Existing gaps in evidence on treatments for pulmonary hypertension (PH) associated with chronic lung disease (CLD)
| Gaps in the evidence | What is needed |
|---|---|
| Data on the incidence and prevalence of CLD-PH (and its subtypes) using the updated definition of PH | Multinational prospective registries with accurate and consistent use of diagnostic criteria and haemodynamic definitions |
| Phenotyping of PH in CLD | High-quality imaging and blood biobanking for omics and genetics studies |
| Accurate confirmation of the type and extent of parenchymal disease.
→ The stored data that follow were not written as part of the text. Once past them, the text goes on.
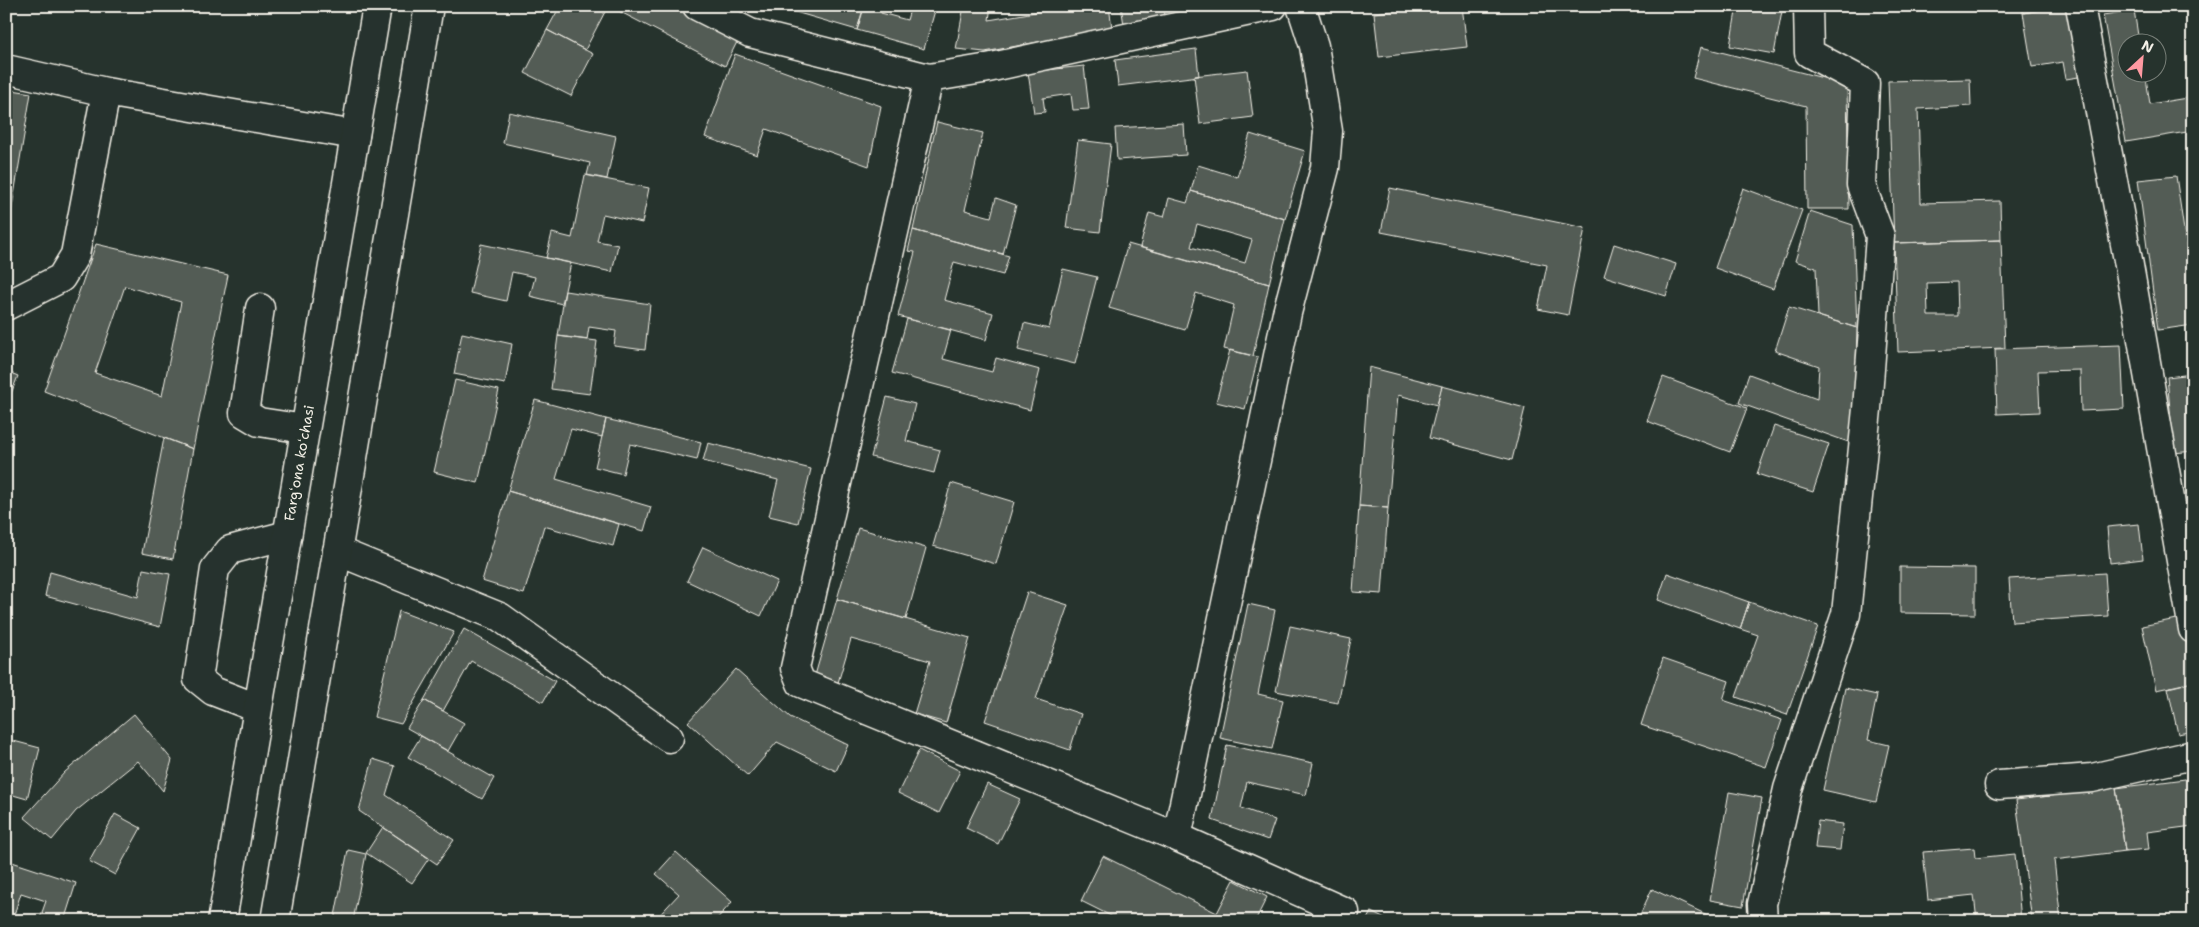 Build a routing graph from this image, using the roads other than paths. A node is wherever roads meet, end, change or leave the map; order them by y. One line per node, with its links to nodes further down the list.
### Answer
1 (377, 6): 11 (street, Fargʻona koʻchasi)
2 (429, 6): 16 (street)
3 (697, 6): 9 (street)
4 (1273, 6): 9 (street)
5 (1301, 6): 22 (street)
6 (1808, 6): 26 (street)
7 (2080, 6): 17 (street)
8 (6, 69): 10 (street)
9 (929, 78): 22 (street)
10 (106, 92): 11 (street); 12 (street)
11 (355, 135): 14 (street, Fargʻona koʻchasi)
12 (6, 306)
13 (260, 308): 14 (street)
14 (305, 429): 15 (street, Fargʻona koʻchasi)
15 (287, 535): 18 (street, Fargʻona koʻchasi); 18 (street)
16 (337, 551): 19 (street); 25 (street)
17 (2193, 629)
18 (257, 708): 24 (street, Fargʻona koʻchasi)
19 (669, 738)
20 (2193, 755): 21 (street)
21 (2000, 786)
22 (1177, 837): 23 (street)
23 (1344, 912)
24 (222, 921)
25 (275, 921)
26 (1763, 921)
Why are some CLDs associated with more severe PH than others? | Systematic collection and adjudication of both HRCT description and imaging data More sophisticated imaging modalities as well as use of AI and deep learning HRCT parenchymal imaging should be incorporated in the inclusion and exclusion criteria for group 1 PAH studies |
| Demographic, epidemiologic and clinical data on CLD-PH in patients with PVR 2–3 WU and mPAP 20–25 mmHg | This patient group needs to be studied prospectively to better understand disease progression and impact on outcomes, as well as the role of PH therapy on outcomes |
| Uniform definition or understanding of CPFE-PH, which is a distinct phenotype both in clinical behaviour and response to therapy | Pre-specified subgroup analyses of CPFE-PH patients in future clinical trials |
| Validated multimodal risk assessment scores to predict outcomes in the CLD-PH population | Prospective studies to identify such scoring systems |
| Validated predictive scoring systems to predict the presence of PH on CLD | Prospective studies to derive scores with subsequent validation cohorts |
| Delineation of pathogenetic and pathophysiologic pathways leading to PH in rare parenchymal lung diseases | Continued development of more precise animal models Procurement of human tissue or cells (e.g. explanted lung, other novel methods to acquire pulmonary vascular cells) Identification of circulating biomarkers that may be relevant to understanding the pathobiology of these diseases |
| Knowledge about the effect and safety of specific treatments for pulmonary vasculopathy, and impact of specific treatments for underlying respiratory diseases on the development and clinical behaviour of PH. Prognostic and assessment criteria and end-points to judge the efficacy of treatments for these diseases | Expansion of secondary and exploratory end-points in future clinical trials to understand which end-points are most relevant to CLD-PH patients Implementation of novel, adaptive trial designs in future CLD-PH trials |
| Lack of CLD-PH-specific patient-reported outcomes | Collection and validation of data to develop CLD-PH-specific patient-reported outcomes |
PVR: pulmonary vascular resistance; WU: Wood units; mPAP: mean pulmonary arterial pressure; HRCT: high-resolution computed tomography; AI: artificial intelligence; PAH: pulmonary arterial hypertension; CPFE: combined pulmonary fibrosis and emphysema.